NET - Badan Pendapatan Daerah (Bapenda) Provinsi Banten melalui Unit Pelaksana Teknis (UPT) Bapenda Samsat Cikokol, Kota Tangerang kembali melaksanakan razia kendaraan penunggak pajak di Jalan Marsekal Surya Dharma Ali, Selapajang Kecamatan Neglasari, Selasa (23/10/2018). Kendaraan yang terdata sebagai penunggak pajak, Surat Ketetapan Pajak Daerah (SKPD) ditarik digantikan dengan surat kesanggupan untuk melunasi pajak tertunggak.

Razia kali ini menurunkan 15 personil Satlantas Polres MetroTangerang Kota dibawah komando Iptu Rachmat,  13 pegawai UPT Samsat Cikokol dan satu personil dari Jasa Raharja digelar mulai pukul 09.00 WIB berlangsung aman dan lancar meski sempat terjadi kemacetan beberapa saat.

Dari ratusan kendaraan roda dua dan empat terjaring razia, hanya 89 kendaraan belum membayar pajak. Petugas langsung menarik Surat Ketetapan Pajak Dearah (SKPD) digantikan dengan surat pernyataan kesanggupan untuk membayar pajak tertunggak. Sementara puluhan kendaraan roda dua dan empat yang tidak membawa Surat Tanda Nomor Kendaraan (STNK) dan Surat Izin Mengemudi (SIM) serta kelengkapan lainnya dikenakan sanksi tilang oleh unsur Polantas.

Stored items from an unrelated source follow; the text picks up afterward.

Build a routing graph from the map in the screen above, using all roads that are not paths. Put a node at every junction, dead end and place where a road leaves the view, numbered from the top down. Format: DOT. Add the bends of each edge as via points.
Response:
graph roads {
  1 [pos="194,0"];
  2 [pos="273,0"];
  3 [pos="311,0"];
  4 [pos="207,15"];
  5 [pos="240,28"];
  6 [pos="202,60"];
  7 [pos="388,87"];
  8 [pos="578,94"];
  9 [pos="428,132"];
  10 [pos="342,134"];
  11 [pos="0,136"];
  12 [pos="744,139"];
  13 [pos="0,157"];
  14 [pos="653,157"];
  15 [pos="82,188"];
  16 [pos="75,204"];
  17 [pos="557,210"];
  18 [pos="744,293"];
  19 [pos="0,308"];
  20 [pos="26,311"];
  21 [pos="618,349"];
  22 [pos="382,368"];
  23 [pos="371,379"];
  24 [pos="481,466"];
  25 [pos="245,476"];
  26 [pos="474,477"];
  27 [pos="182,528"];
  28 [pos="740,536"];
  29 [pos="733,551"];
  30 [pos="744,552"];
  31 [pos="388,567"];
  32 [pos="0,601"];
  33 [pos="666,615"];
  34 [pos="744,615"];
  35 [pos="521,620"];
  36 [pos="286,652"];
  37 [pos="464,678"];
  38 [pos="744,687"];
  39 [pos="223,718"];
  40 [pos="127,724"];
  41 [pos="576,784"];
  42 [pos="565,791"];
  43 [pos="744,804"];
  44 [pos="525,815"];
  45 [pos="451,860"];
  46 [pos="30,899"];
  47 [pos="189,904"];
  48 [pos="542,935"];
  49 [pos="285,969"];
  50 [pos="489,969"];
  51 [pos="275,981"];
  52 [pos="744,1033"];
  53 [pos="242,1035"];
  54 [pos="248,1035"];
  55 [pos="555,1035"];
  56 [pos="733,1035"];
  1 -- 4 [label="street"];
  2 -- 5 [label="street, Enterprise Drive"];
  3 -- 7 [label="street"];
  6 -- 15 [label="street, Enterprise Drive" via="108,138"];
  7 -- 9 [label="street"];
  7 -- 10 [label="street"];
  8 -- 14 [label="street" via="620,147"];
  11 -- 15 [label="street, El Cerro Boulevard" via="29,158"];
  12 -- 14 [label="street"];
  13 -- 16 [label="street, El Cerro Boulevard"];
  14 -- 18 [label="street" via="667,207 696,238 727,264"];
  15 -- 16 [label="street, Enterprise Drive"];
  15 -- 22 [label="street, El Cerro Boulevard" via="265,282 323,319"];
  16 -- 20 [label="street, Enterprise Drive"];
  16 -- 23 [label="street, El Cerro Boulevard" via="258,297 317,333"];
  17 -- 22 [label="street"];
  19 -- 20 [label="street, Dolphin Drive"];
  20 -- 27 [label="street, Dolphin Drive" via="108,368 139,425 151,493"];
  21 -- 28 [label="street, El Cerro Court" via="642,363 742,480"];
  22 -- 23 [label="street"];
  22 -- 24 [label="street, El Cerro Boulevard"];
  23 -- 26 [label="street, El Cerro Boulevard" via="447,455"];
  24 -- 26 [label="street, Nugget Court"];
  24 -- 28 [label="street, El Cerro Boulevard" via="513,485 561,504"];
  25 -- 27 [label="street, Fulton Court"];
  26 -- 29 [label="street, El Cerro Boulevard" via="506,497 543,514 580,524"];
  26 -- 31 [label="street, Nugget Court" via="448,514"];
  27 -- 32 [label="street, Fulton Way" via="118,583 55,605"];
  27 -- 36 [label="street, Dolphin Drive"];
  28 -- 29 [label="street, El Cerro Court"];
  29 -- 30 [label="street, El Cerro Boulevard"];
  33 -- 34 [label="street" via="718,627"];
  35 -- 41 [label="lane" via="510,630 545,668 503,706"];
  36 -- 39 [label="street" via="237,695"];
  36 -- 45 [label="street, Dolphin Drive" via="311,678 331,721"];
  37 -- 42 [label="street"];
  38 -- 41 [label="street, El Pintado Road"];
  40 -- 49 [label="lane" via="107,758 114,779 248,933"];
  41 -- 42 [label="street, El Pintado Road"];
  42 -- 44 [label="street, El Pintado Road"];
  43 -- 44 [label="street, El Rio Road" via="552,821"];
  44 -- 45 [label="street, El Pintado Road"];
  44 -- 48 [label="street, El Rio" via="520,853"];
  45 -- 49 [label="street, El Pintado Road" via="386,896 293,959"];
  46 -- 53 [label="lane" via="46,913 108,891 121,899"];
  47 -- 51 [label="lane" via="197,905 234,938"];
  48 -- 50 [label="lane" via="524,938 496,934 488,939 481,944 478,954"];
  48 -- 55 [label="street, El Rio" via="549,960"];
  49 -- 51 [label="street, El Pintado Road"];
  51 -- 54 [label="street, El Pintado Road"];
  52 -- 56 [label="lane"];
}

Kepala UPT Samsat Cikokol H Saripudin melalui Kasi Penerimaan dan Penagihan , Idham Nurfitri Arief ST  di sela sela razia  mengatakan razia kendaraan penunggak pajak merupakan bagian dari program intensifikasi pajak daerah. Namun dalam pelasanaan tetap memberikan kemudahan kepada pemilik kendaraan, yaitu pajak tertunggak bisa dibayar di tempat karena sudah disiapkan armada Samling di lokasi.

Sedikitinya 89 kendaraan penunggak pajak yang terjaring razia, 74 kendaran roda dua dan 15 roda empat. Sementara yang membayar pajak tertunggak pada armada Samling sebanyak 10 kendaraan roda dua.

Idham menambahkan target penerimaan pajak kendaraan mengalami peningkatan itu terjadi pada anggaran perubahan sekitar Rp 20 miliiar optimis tercapai. Adapun realisasi penerimaan pajak per 22 Oktober 2018 sudah mencapai 80,89  persen atau sekitar Rp 572.848.352.165 dari target yang ditetapkan  sebesar Rp 706.932.410.000.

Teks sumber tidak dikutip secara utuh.